*** Recorded data ***

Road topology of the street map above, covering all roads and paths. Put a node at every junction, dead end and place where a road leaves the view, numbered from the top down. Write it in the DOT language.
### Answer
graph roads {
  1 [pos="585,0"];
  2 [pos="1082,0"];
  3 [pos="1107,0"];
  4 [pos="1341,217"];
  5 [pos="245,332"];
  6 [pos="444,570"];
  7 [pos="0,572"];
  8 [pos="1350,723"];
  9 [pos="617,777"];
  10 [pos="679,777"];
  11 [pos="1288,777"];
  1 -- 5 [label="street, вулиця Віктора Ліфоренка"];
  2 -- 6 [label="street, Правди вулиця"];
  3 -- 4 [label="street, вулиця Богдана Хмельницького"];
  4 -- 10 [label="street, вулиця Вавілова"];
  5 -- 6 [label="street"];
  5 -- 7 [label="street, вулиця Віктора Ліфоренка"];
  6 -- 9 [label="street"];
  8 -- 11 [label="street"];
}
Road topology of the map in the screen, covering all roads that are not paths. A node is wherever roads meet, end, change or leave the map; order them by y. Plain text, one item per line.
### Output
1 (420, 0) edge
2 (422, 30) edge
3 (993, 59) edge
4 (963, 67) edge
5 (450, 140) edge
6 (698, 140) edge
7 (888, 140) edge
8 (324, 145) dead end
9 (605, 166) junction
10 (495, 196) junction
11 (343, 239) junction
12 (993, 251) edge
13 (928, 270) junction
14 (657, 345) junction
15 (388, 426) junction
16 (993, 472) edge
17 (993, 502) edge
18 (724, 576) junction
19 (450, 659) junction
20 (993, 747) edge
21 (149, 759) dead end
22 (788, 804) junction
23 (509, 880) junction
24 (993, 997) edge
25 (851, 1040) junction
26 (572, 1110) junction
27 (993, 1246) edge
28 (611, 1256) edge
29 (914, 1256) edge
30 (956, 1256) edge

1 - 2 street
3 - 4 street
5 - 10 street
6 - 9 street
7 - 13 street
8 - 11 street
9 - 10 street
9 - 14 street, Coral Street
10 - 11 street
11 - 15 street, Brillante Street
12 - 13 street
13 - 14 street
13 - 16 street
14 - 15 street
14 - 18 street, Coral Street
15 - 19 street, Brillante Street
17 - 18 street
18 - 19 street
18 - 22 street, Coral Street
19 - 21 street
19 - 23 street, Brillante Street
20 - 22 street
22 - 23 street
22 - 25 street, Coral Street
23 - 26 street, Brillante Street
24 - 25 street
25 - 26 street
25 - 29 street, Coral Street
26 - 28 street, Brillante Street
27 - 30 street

*** End of Recorded data ***

*Task objective:* Your task is to copy every line of the entries that contains the string "paths".

*Finished exercise:*
Road topology of the street map above, covering all roads and paths. Put a node at every junction, dead end and place where a road leaves the view, numbered from the top down. Write it in the DOT language.
Road topology of the map in the screen, covering all roads that are not paths. A node is wherever roads meet, end, change or leave the map; order them by y. Plain text, one item per line.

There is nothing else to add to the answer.